Department of Animal Science, University of Mohaghegh Ardabili, Ardabil, Iran


There were no considerable up to date on the trace element requirements of commercial poultry in recent years in despite of the progress in their performance traits. One of the more prevalent problems in modern broiler production system which could be attributed to the trace mineral inadequacy is skeletal disorders. Zinc, is an essential trace element which acts as a co-factor in several metaloenzymes and plays an important role in different metabolic pathways. Zinc deficiency in poultry affect the protein and carbohydrate metabolism and have negative effects on feed intake, growth rate, feed conversion ratio and also is associated with immunological, reproductive, skeletal and skin disorders. The commercial poultry producers often use a considerablesafety margin for trace minerals including Zn in feed formulation, which will resulted in trace mineral excretion into environment. There are differences in the recommended dietary Zn requirement between commercial strains of broiler chickens and all of them are differ from NRC (1994) recommendations.

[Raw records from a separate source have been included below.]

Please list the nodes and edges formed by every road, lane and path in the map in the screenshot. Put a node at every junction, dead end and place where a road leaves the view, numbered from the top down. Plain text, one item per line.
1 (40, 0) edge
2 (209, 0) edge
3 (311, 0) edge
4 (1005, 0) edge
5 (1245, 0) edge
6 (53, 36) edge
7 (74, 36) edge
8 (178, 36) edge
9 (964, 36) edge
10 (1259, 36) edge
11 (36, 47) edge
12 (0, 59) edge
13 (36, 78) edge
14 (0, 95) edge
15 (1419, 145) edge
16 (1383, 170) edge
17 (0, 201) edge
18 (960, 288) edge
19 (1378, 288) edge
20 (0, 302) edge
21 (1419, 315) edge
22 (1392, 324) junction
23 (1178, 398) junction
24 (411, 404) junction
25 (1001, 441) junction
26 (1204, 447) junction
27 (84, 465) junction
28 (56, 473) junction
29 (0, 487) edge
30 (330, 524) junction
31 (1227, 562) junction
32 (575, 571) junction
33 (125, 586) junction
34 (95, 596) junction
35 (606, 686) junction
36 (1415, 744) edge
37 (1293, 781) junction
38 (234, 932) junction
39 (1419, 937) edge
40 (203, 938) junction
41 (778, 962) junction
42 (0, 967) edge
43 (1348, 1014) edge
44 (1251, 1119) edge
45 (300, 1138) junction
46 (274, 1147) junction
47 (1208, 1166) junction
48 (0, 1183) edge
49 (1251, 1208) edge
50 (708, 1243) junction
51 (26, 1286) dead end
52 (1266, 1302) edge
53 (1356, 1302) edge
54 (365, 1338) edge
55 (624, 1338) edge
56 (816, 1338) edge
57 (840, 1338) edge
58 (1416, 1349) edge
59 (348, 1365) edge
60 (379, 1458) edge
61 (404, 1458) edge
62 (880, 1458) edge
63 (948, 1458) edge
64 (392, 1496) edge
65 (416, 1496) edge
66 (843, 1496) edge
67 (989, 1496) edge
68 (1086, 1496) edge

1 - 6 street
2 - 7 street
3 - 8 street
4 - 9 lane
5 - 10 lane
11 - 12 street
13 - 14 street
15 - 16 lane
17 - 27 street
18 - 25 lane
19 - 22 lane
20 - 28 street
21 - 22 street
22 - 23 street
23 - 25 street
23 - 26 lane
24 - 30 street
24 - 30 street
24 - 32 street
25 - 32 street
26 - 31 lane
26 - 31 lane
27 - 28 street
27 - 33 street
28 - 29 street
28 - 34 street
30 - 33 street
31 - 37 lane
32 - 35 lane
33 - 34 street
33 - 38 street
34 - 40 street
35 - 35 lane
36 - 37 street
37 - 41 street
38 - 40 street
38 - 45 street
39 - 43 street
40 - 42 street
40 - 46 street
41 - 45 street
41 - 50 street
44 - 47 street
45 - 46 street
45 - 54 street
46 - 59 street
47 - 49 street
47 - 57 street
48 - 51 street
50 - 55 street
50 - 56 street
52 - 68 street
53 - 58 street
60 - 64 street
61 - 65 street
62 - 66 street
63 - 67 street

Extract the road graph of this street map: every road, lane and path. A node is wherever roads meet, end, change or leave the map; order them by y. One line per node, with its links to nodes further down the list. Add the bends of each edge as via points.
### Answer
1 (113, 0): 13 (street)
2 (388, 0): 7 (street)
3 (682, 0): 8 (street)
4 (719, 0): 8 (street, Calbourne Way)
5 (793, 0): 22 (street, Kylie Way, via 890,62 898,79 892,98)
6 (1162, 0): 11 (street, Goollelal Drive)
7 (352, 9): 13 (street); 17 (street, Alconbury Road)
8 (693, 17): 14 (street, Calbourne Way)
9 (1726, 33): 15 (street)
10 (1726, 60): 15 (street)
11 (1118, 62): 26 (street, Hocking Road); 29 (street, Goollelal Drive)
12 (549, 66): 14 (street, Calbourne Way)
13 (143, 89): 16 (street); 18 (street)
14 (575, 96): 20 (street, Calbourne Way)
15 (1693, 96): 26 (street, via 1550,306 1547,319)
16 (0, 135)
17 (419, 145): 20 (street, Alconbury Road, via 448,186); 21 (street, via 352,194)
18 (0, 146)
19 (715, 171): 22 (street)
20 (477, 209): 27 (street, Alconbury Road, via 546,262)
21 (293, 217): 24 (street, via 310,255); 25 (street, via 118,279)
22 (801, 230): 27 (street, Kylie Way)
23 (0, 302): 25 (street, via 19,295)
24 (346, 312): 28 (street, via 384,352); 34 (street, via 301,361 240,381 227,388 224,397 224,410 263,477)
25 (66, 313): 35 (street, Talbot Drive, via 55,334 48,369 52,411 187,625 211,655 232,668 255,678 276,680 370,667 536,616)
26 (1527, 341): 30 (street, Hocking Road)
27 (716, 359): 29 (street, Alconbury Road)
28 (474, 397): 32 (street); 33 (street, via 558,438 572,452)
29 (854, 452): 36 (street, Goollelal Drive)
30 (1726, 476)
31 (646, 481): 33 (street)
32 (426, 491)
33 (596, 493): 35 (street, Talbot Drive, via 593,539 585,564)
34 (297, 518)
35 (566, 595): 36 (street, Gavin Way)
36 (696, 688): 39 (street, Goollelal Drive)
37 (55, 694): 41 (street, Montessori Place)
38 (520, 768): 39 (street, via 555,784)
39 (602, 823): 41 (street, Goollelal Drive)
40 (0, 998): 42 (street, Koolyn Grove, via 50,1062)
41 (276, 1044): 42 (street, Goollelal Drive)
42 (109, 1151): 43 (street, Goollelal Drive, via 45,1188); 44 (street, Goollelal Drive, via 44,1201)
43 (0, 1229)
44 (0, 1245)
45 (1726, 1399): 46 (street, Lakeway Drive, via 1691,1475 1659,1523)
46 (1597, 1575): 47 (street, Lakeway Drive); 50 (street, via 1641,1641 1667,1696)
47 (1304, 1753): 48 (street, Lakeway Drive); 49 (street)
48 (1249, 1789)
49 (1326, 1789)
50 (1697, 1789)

Zinc, a vital trace element for human and animals, acts as a co-factor in more than 300 metaloenzymes and plays an essential role in many metabolic pathways, such as protein synthesis (Salim et al. 2008). The zinc readily available stored pools in animal body are limited, then there is a need to daily Zn supply via diet (Bao et al. 2009). A considerable progress has been achieved in commercial poultry performance in recent decades. Both excess and inadequate zinc consumption negatively affects feed intake, growth rate and feed conversion ratio (FCR), defects protein and carbohydrate metabolism and cause abnormalities in immune responses, reproductive performance and skeletal and skin disorders (Underwood and Suttle, 1999). A comparison between NRC (1994) recommendation and modern commercial strains of broiler chickens indicates that the industry often use a big safety margin for Zn in broiler feed formulation. An adverse outcome of this safety margin is more mineral excretion into environment. In a recent survey on the previous efforts to determine Zn requirements of broiler chickens, Zaghari et al. (2015) reported a wide range from 10.6 to 105 mg/kg diet. On the other hand, differences in Zn requirement estimates are probably related to factors such as dietary fiber and protein source, dietary ascorbic acid, source of dietary Zn and interactions with other minerals in the diet (Ammerman et al. 1995). This review is trying to summarize new finding in Zn supplements applications in poultry nutrition and its outcome on birds’ performance, health, immune system function and reproductive traits.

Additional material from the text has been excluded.